Poursuivant sur sa lancée purgative, le commissaire s’émeut également, à la faveur du transfert de Neymar, de l’opacité qui couvrirait le paiement des impôts par les joueurs de football en général. Le joueur brésilien a annoncé qu’il paierait ses impôts en France, ce qui réjouit le Trésor public français (tu m’étonnes…) et doit, pour M. Moscovici, devenir la norme. On ne peut que s’incliner avec respect, selon la formule d’usage, devant tant d’honnêteté et d’impartialité.
Mais, au juste, Pierre Moscovici n’a-t-il pas déjà eu la main sur les finances de notre pays ? Certaines sociétés multinationales n’étaient-elles pas déjà en délicatesse avec l’administration fiscale à son époque ? À défaut d’avoir su, pu ou voulu y remédier, il se réfugie, à ce qu’il semble, et selon une logique propre au débat d’idées démocratique, dans l’incantation immobile, qu’il voudrait performative. Mais Juncker n’est pas Dieu, et Moscovici n’est pas son prophète : il ne suffit pas de dire des choses pour qu’elles existent (ni, d’ailleurs, de les taire pour qu’elles n’existent pas).

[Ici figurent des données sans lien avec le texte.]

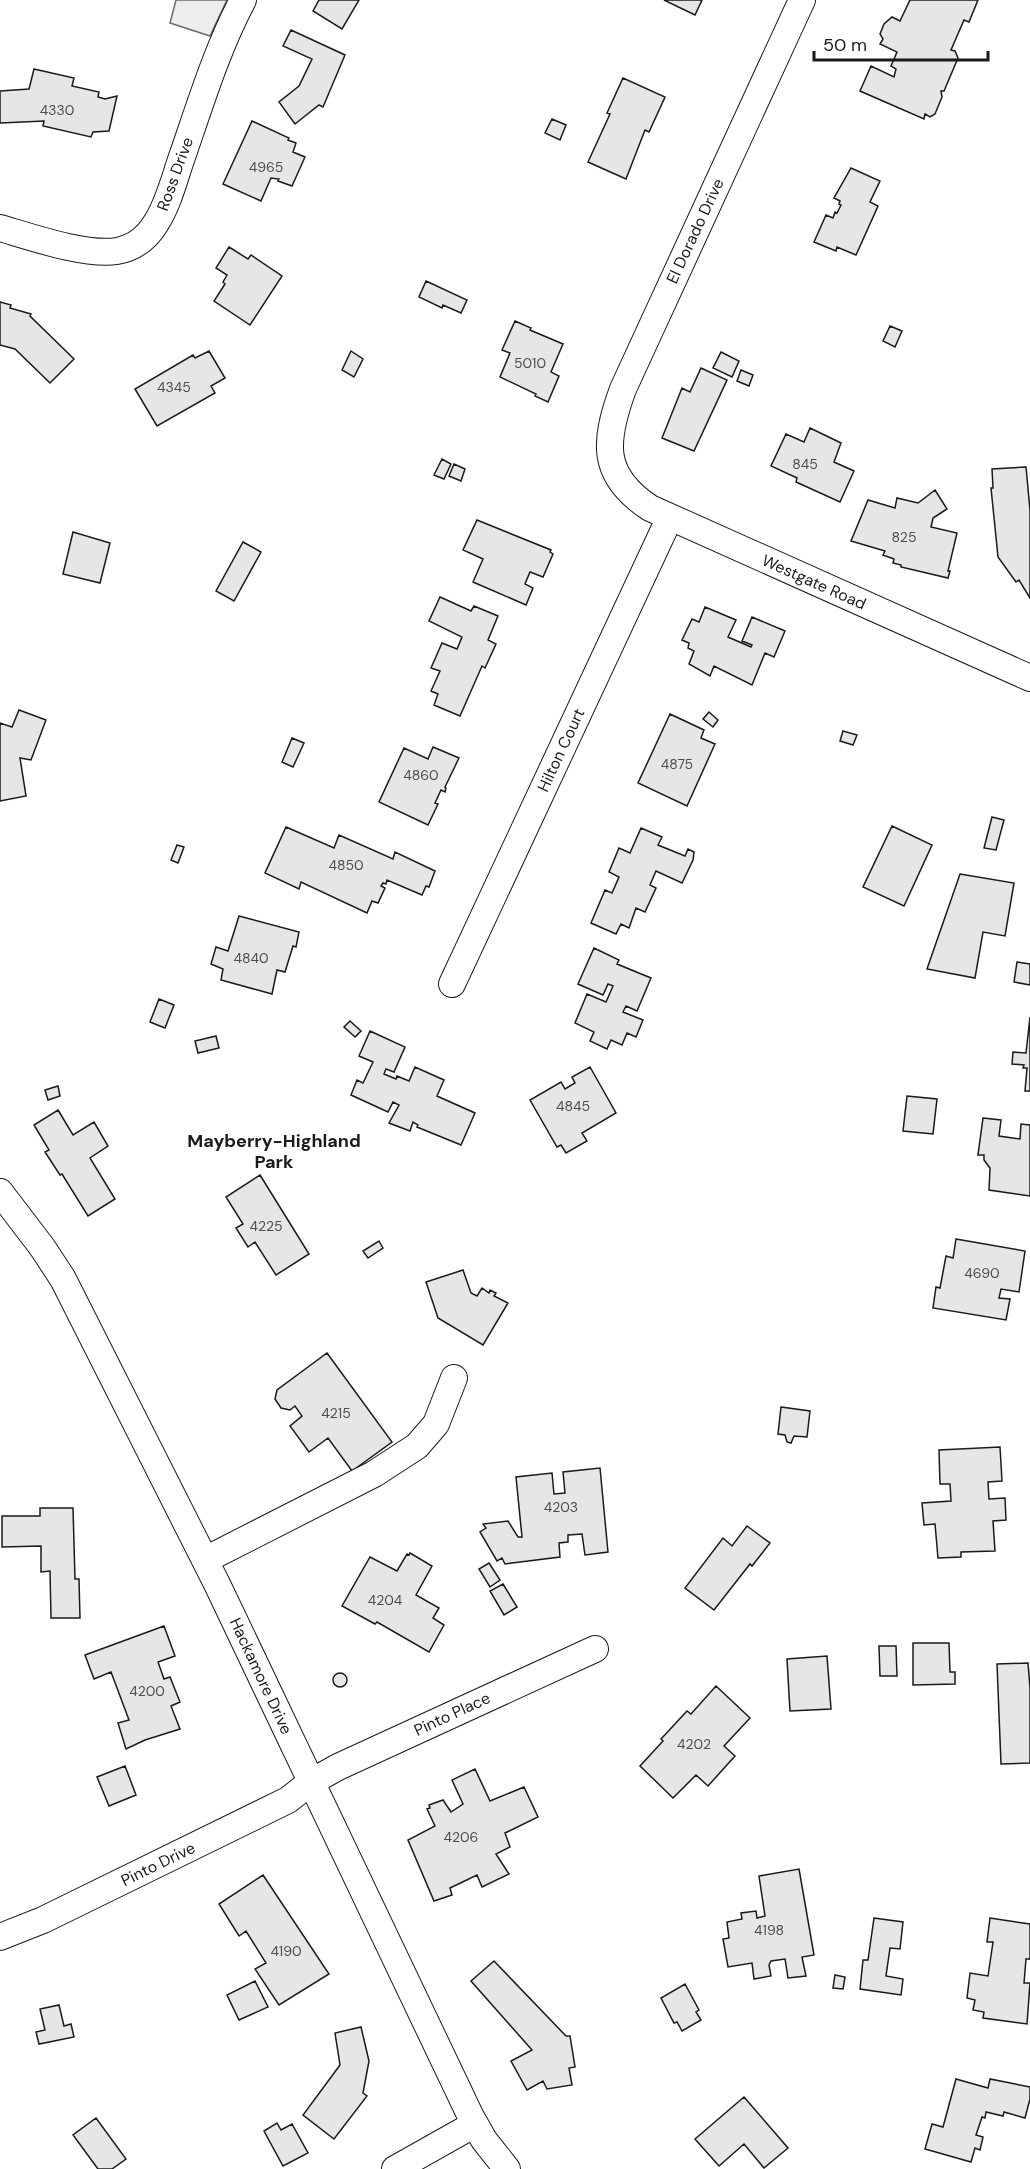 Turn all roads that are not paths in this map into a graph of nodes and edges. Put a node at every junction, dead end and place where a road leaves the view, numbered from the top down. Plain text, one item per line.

Airbnb continuera de payer ses impôts comme bon lui semble, et il est peu vraisemblable que Neymar casque plein pot sur notre territoire. La voiture jaune de Oui-Oui continuera de rouler droit vers le mur sur le chemin de l’espérance européenne. "On peut sauter sur sa chaise comme un cabri en disant “L’Europe, l’Europe, l’Europe !”", constatait de Gaulle en sous-entendant que cela ne servait à rien. On était alors à la fin des années soixante et rien n’a changé.
Pierre Moscovici a toujours eu du flair : troskiste à l’époque des libéraux, européiste à l’époque du retour des patries, il voyait, il y a peu, dans la Turquie un merveilleux exemple de république islamique laïque et lui accordait volontiers une place dans l’Union européenne. Aujourd’hui, alors que les capitaux changent de mains à la vitesse de la lumière et que les pays, selon la très juste formule d’Attali (qui y a beaucoup contribué), deviennent des « hôtels », il s’émeut d’une situation qu’il a provoquée. Difficile, comme souvent en politique, de faire la part du machiavélisme et de l’aveuglement.